With so much negativity priced in over the past months, and positioning so light, any kind of vaguely positive news seems enough to extend the rebound. Last week’s Fed meeting might have pointed to no imminent turn in rates, but just the idea of the central bank going a touch slower was enough for the market to brush off its initial disappointment.
Since hitting its lowest in almost two years in late September, the Stoxx Europe 600 Index has risen for four weeks in five, rallying about 9% in the process.

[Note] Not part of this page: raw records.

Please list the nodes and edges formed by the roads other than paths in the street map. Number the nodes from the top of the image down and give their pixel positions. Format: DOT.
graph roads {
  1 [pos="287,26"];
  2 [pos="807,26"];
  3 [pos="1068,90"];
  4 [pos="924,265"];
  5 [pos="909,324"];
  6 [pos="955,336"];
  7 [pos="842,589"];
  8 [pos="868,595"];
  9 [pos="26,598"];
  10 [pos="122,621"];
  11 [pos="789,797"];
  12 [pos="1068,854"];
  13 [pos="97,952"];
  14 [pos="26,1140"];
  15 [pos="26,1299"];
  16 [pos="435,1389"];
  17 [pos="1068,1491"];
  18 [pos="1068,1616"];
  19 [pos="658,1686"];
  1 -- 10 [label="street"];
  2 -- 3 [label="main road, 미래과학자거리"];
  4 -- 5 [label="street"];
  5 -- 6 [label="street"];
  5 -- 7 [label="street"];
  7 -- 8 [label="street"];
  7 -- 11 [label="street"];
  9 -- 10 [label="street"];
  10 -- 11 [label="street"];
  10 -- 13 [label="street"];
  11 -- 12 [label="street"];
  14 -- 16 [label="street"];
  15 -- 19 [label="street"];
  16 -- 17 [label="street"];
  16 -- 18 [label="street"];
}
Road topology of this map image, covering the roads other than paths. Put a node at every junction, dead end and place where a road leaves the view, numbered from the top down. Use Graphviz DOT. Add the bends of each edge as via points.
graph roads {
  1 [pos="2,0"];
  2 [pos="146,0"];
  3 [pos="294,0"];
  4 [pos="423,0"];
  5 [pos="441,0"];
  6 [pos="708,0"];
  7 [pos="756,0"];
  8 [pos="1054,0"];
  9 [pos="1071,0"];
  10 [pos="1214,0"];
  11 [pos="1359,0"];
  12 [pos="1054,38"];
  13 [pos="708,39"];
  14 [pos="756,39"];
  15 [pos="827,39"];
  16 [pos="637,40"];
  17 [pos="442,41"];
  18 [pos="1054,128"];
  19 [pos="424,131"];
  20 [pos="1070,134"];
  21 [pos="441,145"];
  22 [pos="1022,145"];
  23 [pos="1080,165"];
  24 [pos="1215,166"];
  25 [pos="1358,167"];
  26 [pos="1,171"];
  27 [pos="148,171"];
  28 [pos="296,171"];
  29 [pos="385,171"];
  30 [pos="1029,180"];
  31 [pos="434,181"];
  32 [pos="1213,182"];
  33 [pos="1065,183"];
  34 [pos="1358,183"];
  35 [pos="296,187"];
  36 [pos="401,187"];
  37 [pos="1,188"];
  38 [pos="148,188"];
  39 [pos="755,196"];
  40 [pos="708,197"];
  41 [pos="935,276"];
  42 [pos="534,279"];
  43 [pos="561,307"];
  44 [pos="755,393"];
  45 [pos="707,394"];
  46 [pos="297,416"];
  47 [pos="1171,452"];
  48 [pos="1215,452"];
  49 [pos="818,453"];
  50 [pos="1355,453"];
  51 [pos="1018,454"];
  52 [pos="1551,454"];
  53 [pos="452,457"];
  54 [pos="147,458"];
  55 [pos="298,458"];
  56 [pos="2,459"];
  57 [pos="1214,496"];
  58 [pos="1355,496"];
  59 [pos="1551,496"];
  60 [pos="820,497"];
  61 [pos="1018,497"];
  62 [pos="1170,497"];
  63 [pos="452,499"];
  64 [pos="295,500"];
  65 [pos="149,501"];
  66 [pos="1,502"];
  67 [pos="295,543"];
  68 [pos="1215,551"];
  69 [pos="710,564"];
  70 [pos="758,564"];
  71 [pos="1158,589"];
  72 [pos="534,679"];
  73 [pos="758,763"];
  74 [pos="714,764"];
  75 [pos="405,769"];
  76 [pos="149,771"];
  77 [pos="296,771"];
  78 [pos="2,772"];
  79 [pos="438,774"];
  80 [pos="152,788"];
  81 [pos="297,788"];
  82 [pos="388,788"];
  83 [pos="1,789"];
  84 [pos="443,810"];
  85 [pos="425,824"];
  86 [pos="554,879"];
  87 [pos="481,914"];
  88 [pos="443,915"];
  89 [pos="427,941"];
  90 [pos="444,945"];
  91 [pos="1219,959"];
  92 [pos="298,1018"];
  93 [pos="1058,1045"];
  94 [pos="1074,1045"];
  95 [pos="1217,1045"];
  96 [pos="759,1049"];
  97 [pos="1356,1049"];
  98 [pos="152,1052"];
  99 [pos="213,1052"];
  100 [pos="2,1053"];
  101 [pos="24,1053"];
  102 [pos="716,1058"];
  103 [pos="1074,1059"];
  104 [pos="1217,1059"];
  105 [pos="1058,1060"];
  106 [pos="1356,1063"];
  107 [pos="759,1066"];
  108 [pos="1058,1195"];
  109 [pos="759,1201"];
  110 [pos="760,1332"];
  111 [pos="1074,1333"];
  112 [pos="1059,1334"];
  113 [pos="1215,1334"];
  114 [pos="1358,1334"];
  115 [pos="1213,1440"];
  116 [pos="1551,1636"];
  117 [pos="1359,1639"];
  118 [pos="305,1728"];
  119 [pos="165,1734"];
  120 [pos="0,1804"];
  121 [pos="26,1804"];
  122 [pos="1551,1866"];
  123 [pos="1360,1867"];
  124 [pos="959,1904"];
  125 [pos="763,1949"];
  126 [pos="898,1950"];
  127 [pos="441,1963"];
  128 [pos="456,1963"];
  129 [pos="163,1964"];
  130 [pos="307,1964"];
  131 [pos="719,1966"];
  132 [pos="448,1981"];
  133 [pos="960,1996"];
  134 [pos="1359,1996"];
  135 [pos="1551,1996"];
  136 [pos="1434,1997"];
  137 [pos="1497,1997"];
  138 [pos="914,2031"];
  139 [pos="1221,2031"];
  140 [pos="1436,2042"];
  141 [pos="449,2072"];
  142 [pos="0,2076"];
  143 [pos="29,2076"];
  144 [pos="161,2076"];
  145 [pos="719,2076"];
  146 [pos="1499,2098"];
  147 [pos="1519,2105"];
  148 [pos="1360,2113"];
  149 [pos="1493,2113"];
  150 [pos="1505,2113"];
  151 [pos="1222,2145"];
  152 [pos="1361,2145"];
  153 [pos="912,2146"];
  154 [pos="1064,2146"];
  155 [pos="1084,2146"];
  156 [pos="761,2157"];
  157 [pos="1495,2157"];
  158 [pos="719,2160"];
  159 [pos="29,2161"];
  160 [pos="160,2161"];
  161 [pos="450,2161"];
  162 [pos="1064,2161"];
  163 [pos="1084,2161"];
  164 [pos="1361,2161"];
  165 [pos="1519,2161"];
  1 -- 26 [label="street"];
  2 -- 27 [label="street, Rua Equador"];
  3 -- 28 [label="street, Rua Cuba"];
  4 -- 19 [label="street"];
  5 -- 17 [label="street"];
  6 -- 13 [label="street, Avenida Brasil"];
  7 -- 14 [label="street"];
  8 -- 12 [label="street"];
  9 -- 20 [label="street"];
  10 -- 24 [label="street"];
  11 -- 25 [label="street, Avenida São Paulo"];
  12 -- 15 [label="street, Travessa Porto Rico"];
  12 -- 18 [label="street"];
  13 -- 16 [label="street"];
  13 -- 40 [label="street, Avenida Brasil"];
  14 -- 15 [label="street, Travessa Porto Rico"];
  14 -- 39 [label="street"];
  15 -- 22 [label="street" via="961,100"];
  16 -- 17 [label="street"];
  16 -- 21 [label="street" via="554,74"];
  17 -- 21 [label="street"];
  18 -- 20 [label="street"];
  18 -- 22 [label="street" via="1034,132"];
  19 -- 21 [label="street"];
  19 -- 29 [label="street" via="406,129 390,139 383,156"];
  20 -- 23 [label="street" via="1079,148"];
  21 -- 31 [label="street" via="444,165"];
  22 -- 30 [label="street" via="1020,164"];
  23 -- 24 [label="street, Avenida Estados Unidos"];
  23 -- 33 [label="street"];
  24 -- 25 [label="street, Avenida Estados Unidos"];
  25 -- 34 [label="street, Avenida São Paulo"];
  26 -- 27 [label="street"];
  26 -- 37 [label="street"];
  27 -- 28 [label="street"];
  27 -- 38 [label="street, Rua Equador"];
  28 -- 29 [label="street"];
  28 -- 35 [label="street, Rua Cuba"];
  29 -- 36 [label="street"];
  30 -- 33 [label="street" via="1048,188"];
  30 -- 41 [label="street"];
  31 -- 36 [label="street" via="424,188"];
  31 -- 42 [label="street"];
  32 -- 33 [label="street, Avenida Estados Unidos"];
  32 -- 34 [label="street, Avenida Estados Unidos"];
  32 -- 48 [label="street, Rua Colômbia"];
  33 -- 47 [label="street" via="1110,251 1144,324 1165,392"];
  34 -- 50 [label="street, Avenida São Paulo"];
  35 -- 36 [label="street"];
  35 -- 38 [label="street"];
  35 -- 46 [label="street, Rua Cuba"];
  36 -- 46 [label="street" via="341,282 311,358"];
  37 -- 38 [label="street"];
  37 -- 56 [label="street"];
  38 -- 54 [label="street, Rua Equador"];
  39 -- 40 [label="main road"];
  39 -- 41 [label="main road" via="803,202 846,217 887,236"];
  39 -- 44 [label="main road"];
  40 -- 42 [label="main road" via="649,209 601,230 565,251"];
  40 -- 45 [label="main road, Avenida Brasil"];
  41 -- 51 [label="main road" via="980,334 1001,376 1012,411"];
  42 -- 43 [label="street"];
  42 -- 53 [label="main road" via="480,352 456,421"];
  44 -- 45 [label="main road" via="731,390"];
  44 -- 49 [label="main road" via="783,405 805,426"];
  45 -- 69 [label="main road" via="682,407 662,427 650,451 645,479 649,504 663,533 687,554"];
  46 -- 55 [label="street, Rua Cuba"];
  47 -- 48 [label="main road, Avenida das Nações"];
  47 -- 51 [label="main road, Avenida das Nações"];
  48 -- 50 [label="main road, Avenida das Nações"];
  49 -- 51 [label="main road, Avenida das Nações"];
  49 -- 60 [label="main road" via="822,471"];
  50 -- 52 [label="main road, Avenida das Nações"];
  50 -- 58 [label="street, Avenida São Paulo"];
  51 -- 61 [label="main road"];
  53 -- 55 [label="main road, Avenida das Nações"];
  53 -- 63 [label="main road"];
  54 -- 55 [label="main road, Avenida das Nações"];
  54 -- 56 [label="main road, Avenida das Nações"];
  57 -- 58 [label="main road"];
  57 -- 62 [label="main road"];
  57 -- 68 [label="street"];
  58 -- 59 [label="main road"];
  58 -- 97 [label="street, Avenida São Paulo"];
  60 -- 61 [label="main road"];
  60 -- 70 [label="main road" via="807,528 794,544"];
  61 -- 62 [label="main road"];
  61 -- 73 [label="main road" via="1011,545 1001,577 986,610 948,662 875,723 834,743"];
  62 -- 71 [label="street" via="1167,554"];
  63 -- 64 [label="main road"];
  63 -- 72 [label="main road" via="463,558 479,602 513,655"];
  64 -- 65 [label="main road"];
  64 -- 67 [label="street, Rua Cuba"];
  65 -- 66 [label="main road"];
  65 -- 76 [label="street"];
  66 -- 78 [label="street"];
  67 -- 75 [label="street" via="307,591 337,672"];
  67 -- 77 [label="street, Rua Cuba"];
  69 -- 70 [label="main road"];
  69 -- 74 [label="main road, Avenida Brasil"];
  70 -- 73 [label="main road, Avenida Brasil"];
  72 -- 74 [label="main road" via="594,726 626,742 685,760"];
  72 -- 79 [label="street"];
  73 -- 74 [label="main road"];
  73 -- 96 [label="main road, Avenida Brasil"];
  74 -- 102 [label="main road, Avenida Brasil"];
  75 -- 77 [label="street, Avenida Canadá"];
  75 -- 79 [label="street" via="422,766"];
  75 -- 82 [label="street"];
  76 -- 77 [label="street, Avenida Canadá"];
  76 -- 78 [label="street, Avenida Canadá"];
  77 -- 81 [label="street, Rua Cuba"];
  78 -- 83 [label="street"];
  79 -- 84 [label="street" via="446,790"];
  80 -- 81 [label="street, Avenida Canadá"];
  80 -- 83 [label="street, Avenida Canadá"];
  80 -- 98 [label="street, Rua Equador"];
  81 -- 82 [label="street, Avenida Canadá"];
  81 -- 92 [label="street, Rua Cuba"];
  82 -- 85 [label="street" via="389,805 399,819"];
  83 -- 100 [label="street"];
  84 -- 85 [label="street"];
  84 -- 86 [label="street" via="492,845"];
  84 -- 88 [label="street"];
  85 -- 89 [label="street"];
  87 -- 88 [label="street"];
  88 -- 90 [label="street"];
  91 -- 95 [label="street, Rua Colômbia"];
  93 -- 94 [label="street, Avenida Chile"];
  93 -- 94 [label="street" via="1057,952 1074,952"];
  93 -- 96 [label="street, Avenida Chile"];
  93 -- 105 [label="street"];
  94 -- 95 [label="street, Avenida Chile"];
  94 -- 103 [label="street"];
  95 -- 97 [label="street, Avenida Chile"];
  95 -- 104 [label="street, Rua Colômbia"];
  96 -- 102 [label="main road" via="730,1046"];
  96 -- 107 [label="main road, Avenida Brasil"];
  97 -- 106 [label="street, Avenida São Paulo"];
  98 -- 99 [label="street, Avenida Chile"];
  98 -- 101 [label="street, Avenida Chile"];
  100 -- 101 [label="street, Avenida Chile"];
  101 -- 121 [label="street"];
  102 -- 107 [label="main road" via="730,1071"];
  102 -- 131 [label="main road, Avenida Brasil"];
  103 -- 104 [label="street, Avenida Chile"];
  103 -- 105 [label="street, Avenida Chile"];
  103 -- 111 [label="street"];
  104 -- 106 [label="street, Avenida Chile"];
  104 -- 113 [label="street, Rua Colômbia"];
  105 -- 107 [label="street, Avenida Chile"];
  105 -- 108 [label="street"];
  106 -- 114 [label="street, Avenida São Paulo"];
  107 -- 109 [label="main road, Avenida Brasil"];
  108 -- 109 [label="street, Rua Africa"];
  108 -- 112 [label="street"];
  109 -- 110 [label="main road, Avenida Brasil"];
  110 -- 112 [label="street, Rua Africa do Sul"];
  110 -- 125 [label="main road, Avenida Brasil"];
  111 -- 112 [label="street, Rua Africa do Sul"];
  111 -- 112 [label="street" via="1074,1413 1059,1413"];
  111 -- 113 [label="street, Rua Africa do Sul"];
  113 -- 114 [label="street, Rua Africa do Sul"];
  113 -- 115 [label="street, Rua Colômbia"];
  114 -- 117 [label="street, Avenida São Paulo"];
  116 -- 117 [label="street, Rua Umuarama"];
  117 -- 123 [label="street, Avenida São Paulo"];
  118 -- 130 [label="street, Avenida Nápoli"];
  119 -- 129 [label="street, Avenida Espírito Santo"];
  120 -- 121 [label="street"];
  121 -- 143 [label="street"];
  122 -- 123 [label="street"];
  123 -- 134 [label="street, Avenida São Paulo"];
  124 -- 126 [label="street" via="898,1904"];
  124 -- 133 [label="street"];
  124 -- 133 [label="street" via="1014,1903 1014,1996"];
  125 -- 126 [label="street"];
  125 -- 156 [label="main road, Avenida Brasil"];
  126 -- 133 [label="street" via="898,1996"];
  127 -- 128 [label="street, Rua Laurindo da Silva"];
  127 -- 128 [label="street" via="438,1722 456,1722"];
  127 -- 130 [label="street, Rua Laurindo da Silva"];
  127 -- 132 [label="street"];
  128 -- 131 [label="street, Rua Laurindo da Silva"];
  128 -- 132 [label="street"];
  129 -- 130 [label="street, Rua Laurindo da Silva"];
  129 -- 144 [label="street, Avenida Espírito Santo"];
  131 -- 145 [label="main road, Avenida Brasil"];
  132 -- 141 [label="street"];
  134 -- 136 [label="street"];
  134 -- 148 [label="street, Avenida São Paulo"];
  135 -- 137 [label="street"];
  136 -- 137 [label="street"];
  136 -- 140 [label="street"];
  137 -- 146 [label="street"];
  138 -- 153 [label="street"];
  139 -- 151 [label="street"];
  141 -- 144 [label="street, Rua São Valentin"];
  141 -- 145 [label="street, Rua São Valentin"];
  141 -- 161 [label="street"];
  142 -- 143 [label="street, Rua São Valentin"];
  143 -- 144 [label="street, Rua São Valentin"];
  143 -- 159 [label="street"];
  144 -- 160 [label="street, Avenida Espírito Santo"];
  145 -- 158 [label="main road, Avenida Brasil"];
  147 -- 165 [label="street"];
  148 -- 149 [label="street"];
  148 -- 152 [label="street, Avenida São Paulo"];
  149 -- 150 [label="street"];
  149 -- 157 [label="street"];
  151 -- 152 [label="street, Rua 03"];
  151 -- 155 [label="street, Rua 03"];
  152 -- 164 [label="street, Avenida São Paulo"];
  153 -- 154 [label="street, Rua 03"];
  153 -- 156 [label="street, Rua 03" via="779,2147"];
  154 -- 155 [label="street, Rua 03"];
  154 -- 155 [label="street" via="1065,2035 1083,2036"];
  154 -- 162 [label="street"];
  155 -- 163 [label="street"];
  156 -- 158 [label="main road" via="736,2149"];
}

Even Friday’s data showing a still strong labor market and signaling no end to the Fed’s aggressive hiking path wasn’t enough to halt the rebound.
Momentum certainly favors almost all major benchmarks right now, with Asian markets the latest to join the party last week after a flurry of market-friendly headlines — along with unverified talk of a China reopening — drove risk assets.
While officials at China’s National Health Commission sought to dispel wild rumors of Covid-zero exit over the weekend, the reopening speculation has offered just the excuse that weary traders needed to buy stocks after suffering months of losses, with Hong Kong’s Hang Seng Index up 3.1% on Monday.
A poll of JPMorgan clients from last week showed that equity positioning among investors is neither super bearish nor overly bullish. Among those surveyed, 47% plan to increase equity exposure in coming days and weeks.
The current earnings season has mainly been supportive of the rally, according to JPMorgan analysts led by Marko Kolanovic. In Europe, 62% of Stoxx 600 companies that reported so far have beaten estimates, the firm’s strategists say.
To be sure, investors are fleeing to the safety of cash funds at the fastest pace since the coronavirus pandemic, with inflows of $194 billion since the start of October, according to EPFR Global data cited by Bank of America on Friday.
“Many investors are at risk of being trapped in their under-positioning into year-end,” says Nomura’s Charlie McElligott. Those that don’t begin to cover shorts or buy the dip might have to do so if stocks keep trending higher, he says.